IV. Fluid Extract. Of several formulae for preparing this, I think that of Dr. J. Proctor deserves the preference. It is substantially as follows: Finely crushed cimicifuga, one pound; ether, half a pint; alcohol, one pint. Treat in a percolator suitable for volatile liquids, causing it to pass only by slow dropping, till the menstruum disappears above. Immediately add diluted alcohol, till a pint and a half of tincture has passed. Set this in an open vessel in a warm place, and there evaporate it slowly down to half a pint.

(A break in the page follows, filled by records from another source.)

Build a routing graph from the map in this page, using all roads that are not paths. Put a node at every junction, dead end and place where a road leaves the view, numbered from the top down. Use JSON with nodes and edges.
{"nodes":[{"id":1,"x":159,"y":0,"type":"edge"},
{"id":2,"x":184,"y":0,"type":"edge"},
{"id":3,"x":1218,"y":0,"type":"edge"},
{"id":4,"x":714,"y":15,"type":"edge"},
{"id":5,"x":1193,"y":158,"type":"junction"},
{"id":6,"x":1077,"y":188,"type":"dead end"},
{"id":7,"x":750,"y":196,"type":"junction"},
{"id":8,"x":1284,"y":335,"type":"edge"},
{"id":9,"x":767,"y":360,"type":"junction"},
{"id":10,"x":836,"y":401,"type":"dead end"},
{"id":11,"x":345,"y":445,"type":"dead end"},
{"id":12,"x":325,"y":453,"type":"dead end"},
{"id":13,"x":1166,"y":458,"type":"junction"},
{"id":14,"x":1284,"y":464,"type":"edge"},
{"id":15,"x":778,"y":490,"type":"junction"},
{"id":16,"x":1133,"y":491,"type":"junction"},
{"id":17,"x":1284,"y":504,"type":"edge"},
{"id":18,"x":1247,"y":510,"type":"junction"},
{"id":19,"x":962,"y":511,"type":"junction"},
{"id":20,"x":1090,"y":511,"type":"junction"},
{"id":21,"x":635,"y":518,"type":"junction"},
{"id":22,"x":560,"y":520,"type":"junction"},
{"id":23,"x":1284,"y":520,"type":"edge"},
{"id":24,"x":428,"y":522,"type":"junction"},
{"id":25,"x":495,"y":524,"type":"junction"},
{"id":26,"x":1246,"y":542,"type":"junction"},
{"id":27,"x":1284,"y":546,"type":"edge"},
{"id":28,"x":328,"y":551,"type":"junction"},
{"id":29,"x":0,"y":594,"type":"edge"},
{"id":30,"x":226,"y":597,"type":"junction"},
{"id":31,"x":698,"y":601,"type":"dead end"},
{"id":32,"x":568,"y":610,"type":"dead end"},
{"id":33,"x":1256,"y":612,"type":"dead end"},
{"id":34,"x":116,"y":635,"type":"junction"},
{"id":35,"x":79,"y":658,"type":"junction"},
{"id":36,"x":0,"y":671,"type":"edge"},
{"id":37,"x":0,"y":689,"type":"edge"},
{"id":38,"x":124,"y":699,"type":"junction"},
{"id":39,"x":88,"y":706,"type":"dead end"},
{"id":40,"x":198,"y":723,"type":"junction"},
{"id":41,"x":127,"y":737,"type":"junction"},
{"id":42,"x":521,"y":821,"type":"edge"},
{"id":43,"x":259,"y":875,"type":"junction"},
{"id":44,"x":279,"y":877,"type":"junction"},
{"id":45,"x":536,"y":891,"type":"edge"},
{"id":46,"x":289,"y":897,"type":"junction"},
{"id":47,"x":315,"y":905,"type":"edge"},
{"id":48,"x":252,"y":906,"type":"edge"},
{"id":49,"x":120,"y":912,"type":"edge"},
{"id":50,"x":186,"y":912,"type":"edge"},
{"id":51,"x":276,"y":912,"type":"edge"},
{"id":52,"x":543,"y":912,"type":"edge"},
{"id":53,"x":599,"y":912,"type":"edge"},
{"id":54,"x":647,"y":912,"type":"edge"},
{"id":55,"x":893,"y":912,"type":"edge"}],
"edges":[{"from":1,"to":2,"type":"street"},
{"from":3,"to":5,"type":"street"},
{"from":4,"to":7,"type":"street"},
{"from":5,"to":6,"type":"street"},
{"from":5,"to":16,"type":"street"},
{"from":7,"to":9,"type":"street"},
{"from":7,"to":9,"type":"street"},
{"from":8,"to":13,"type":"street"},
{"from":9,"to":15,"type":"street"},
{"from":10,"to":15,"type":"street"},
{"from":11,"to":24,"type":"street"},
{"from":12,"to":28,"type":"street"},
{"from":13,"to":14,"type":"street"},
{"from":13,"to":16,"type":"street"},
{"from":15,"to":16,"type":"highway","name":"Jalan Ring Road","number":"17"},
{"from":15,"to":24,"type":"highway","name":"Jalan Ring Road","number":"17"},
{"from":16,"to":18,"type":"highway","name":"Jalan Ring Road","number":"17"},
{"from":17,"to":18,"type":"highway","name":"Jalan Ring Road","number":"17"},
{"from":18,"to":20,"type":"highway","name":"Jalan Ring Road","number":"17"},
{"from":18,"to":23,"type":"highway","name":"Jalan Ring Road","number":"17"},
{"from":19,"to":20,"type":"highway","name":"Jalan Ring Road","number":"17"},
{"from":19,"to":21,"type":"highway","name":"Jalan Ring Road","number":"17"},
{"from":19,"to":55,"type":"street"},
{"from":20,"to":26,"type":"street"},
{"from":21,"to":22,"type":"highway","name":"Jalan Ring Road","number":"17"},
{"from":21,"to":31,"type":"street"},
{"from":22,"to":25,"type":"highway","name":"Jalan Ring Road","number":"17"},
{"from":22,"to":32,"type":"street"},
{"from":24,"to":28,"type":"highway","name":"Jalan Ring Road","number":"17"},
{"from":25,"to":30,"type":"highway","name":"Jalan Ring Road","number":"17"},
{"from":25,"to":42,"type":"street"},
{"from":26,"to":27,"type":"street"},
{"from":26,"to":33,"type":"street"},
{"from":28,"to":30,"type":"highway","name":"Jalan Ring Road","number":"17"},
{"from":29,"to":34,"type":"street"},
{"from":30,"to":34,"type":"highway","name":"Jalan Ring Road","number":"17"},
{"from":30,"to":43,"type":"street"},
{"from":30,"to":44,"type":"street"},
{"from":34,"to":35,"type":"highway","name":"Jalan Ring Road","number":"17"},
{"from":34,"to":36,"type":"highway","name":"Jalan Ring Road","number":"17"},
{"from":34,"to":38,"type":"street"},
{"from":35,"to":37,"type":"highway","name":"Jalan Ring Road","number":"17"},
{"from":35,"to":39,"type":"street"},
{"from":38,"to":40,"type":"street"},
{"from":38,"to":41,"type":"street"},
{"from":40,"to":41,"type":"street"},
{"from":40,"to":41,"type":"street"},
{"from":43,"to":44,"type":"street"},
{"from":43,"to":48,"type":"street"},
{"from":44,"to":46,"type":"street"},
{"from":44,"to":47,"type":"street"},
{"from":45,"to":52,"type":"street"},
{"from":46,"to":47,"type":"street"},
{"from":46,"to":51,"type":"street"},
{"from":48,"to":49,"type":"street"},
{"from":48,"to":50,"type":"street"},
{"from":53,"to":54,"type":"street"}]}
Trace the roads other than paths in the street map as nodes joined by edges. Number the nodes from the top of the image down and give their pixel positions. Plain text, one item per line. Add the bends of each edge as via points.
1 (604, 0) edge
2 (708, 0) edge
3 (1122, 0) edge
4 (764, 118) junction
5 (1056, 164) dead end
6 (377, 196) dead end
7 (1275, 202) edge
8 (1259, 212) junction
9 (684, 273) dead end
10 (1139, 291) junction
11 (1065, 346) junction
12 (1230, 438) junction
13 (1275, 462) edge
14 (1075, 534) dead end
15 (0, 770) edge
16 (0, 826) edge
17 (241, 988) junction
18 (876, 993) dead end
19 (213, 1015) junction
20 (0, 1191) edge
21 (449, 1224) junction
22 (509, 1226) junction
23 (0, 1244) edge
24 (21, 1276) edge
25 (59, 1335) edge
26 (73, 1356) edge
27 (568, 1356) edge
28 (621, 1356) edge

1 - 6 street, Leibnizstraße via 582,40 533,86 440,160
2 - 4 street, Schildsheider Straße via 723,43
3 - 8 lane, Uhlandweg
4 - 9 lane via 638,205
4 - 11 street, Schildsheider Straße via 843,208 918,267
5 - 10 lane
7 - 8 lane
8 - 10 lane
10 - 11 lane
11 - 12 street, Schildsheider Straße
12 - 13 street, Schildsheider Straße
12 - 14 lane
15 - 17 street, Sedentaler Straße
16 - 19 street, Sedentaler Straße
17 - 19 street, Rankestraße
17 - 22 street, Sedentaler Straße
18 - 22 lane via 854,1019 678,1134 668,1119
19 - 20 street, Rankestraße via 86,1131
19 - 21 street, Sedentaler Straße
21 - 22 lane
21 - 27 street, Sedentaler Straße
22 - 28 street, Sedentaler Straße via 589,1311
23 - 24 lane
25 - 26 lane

Meanwhile continue the percolation with diluted alcohol till two pints have passed; evaporate this on a water-bath to eight fluid ounces; and mix it gradually with the first product. Let it stand twelve hours; filter through muslin; and dissolve the resin on the strainer with a couple of ounces of alcohol, and add to the filtered liquid. This is a powerful and convenient preparation, and may be used for the ordinary purposes of the root. Dose from five to fifteen drops.

V. Extract. A solid hydro-alcoholic extract may be prepared in the method usual for extracts of this class, observing to evaporate on a water-bath at a moderate temperature. Thus made with care, it is a good antispasmodic and nervine, to incorporate in pill masses. Associated with quinine, it decidedly favors an antiperiodic result. Dose, from two to four grains, three times a day. An extract prepared according to the common direction of raising the liquids to the boiling point, is nearly inert. Another, and a still better extract, and the one adopted in the U. S. Pharmacopoeia, is made by mixing the two classes of tinctures obtained in the above process for preparing the Fluid Extract, and evaporating these on a low water-bath, with constant stirring. The combined use of ether, alcohol, and water, as menstrua, obtains all the virtues of the plant.

VI. Cimicifugin-Macrotin. This is a resinoid, prepared after the same manner as leptandrin. Its powder is a faint yellow. It represents the plant only in part; and though it is in the main a fair preparation, I do not esteem it as highly as many do. It is mainly used in combination with tonic resinoids for its influence on the uterine organs, toward which it seems to act freely. I have used it to some advantage in sub-acute and chronic meningeal irritation. It may be exhibited as powder, or in pill mass. Dose one-fourth to half a grain every six or four hours.